Definability of sets of a certain form in an ultraproduct

Question

I want to look at countable ultraproducts in a concrete setting.

Specifically, for each $n\in \mathbb{N}$, let $S_n = (A_n, B_n)$ be a finite model where $B_n$ is a binary relation. Let $U$ be a nonprincipal ultrafilter on $\mathbb{N}$.

Suppose that we have a subset $T$ of the ultraproduct $$S:= \prod_{n\in \mathbb{N}} {S_n}/{\mathcal{U}}$$ such that $T= \prod_{n\in \mathbb{N}} {T_n}/{\mathcal{U}}$ for some $T_n \subset S_n$.

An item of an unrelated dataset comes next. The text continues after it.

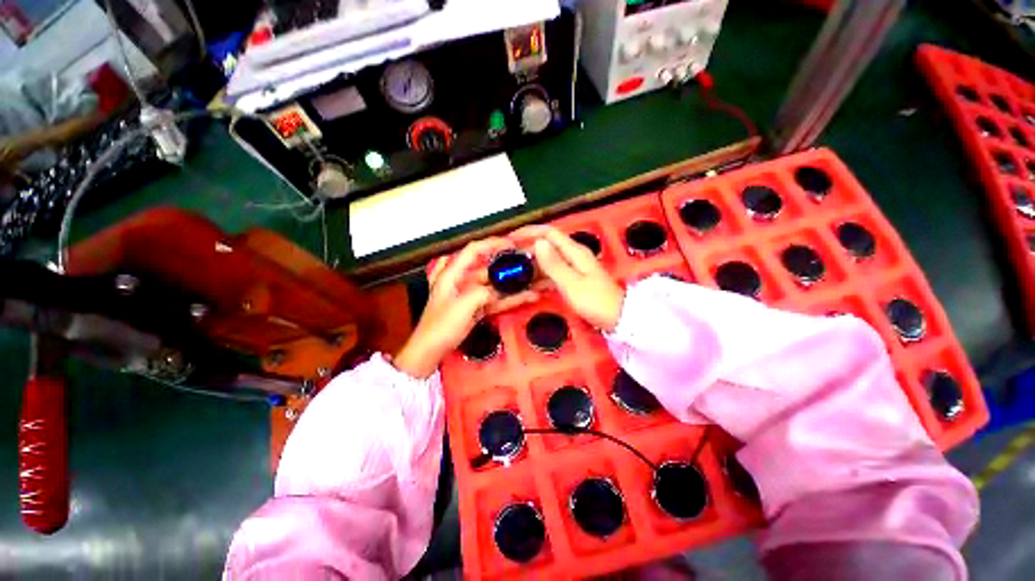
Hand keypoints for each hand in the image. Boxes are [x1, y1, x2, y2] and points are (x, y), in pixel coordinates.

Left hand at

Is $T$ necessarily definable in first-order logic with equality? I can't think of a reason why it must be (although, conversely, any definable subset of $S$ can be written as the ultraproduct of a sequence of sub-models of the $S_n$).

But I'm also having trouble coming up with a counterexample. Any help would be appreciated.

Answer 1

No. For instance, if $B_n$ is always equality, the only subsets of $T$ that are definable (with parameters) are finite and cofinite sets (because we have no relations besides equality). But if, say, $|S_n|=2n$ for each $n$ and $|T_n|=n$ for each $n$, then your $T$ is neither finite nor cofinite in $S$.

Answer 2

Just to add to Eric's answer, a sufficient condition for the set $\prod T_n/\mathcal{U}$ to be definable in the ultraproduct $\prod S_n/\mathcal{U}$ is that the sets $T_n$ are uniformly definable in the structures $S_n$. That is, there is a single formula $\varphi(x,y)$ and parameters $b_n\in S_n$ for all $n$ such that $T_n = \{a\in S_n\mid S_n\models \varphi(a,b_n)\}$.

If the $T_n$ are a family of finite sets, then each $T_n$ will be definable by a formula of the form $\bigvee_{i=1}^k x = b_i$, where $T_n = \{b_1,\dots,b_k\}$. If there is a single $N$ such that $|T_n|\leq N$ for all $n$, then the $T_n$ are uniformly definable by instances of $\bigvee_{i=1}^N x = y_i$. But if the $T_n$ have arbitrarily large finite size, no single formula in the language of equality suffices to define the $T_n$.